Host dad Ferdinand describes his family's au pair. "The biggest problem for us was that, despite giving her prior notice that she should be able to drive a car, it completely overwhelmed her! We'd told her beforehand how important it was for our au pair to have a driving licence, as all the activities our kids do require a trip in the car to get to. But she had a terrible fear of driving and cried a lot about it. Despite this, we still allowed her to drive in the hope that she would quickly get used to driving again and build up her confidence."
Here, the host family has presumably only asked whether their au pair has a driving licence, and not about their driving experience, which is what really matters most to the family. Therefore, make a note of everything that is important to you and your family and make sure to ask your au pair about these things beforehand. The same obviously applies to au pairs. We've compiled a list of important questions for au pairs and host families.
If lines are crossed, taking the decision that host dad Ferdinand finally did, to change au pairs, is often the best solution. "I wouldn't want to repeat this. I can only imagine what may have happened! After a few months we ended her au pair stay, as she began to publicly bad-mouth us on Facebook - that was unacceptable for us."
We at AuPairWorld consider it to be particularly important that the changeover is fair, and that both parties talk to each other about it, respecting each others views. At least two weeks notice should also be given, giving both parties the time to find a new au pair and host family.
Host mum Noelia recalls taking on her first au pair. "We didn't ask for references from the au pair or do lots of cross-questioning to figure out whether we were being told the truth.“
Host mum Noelia shares her family's experience with other au pairs. "It is important to be well informed - even as an au pair! Speak to the family on the phone more than once, chat over skype and try to get in touch with the family's previous au pair if possible. We can't emphasise enough that it is REALLY IMPORTANT to be well informed before choosing a host family."

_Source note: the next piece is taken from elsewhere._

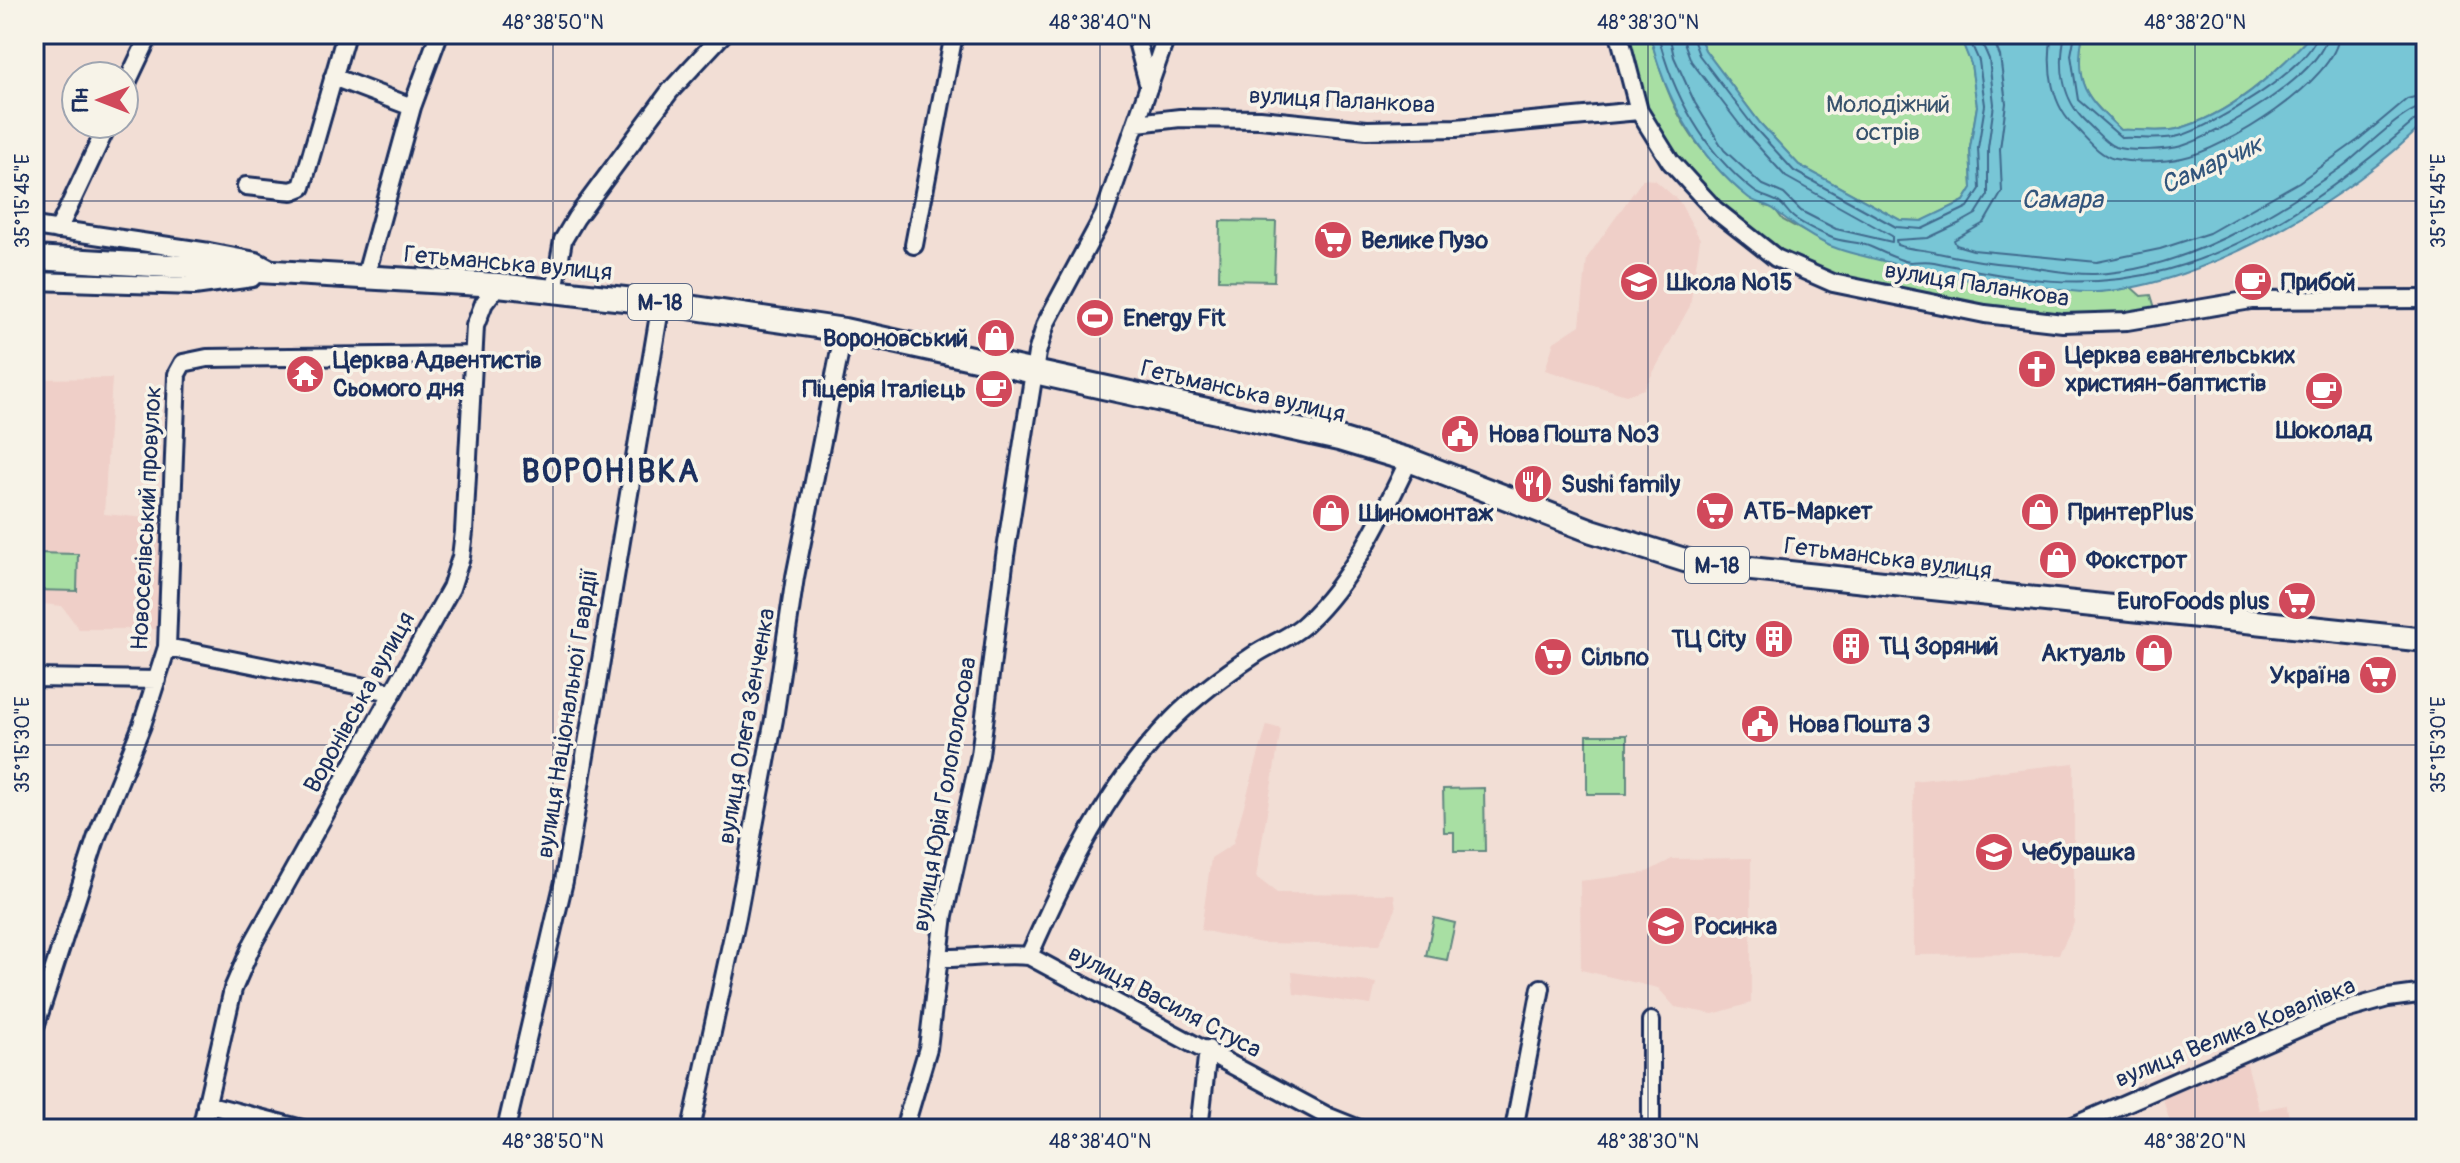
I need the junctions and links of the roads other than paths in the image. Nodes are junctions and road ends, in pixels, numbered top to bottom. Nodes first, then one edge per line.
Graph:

Our tip: Many host families send a small questionnaire to all the au pairs they are interested in. After that they decide which au pair is best suited to their family, and then continue frequently communicating with their chosen person. It often takes one or two long chats beforehand, to properly introduce yourselves and share important issues with one another, so take your time. Have a read of our How to's and FAQs, and make sure you are well prepared by noting down some questions of your own in advance. The same applies to au pairs.
In a foreign language an au pair can feel quite insecure at the beginning, thus in general it's helpful if the host family takes the au pair under their wing at the beginning of their stay, and helps them to integrate into their new surroundings.
Au pair Sofia wanted to learn Castillian in Spain, but didn't realise that her chosen family in the Basque country spoke Basque. "These evenings are very sociable and fun, well, if you can speak Basque! Because unfortunately that is a whole new language in itself, which has absolutely nothing to do with normal Spanish. People told me that attending a Basque course at a language school would be a waste of time, so after a month I still didn't understand a word of what was said to me. People didn't take this into account and simply didn't speak to me. I didn't really feel integrated."
To ensure that both au pairs and host families can begin their au pair adventure by being well prepared, AuPairWorld has made a lot of important information accessible to its' users. Have a look for example at important key words in the Au Pair A-Z, information on host countries and visa regulations under Info host countries, and tips for a safe au pair stay under Security. Always inform yourself beforehand about the customs and traditions of not only the country you will be in, but also your specific region. And make sure to discuss with your host parents exactly what your duties will include and what your expectations of one another are, either by a trip to get to know each other or over Skype. That in itself will test whether you are fundamentally suited to one another.
Christina from the USA wanted to au pair in Germany. "I failed the German oral test when taking my first language test at the consulate."
Perseverance is key! Au pair Christina gives it another go and is more informed this time round. "I didn't give up, and one month later I tried again and passed! I was so excited about it! I had already started researching the region I was going to live in, and I continued studying German until the day my big adventure began. So finally, after a few troubles with my flight (...) I landed in Frankfurt, and my first challenge was buying a train ticket to my new city."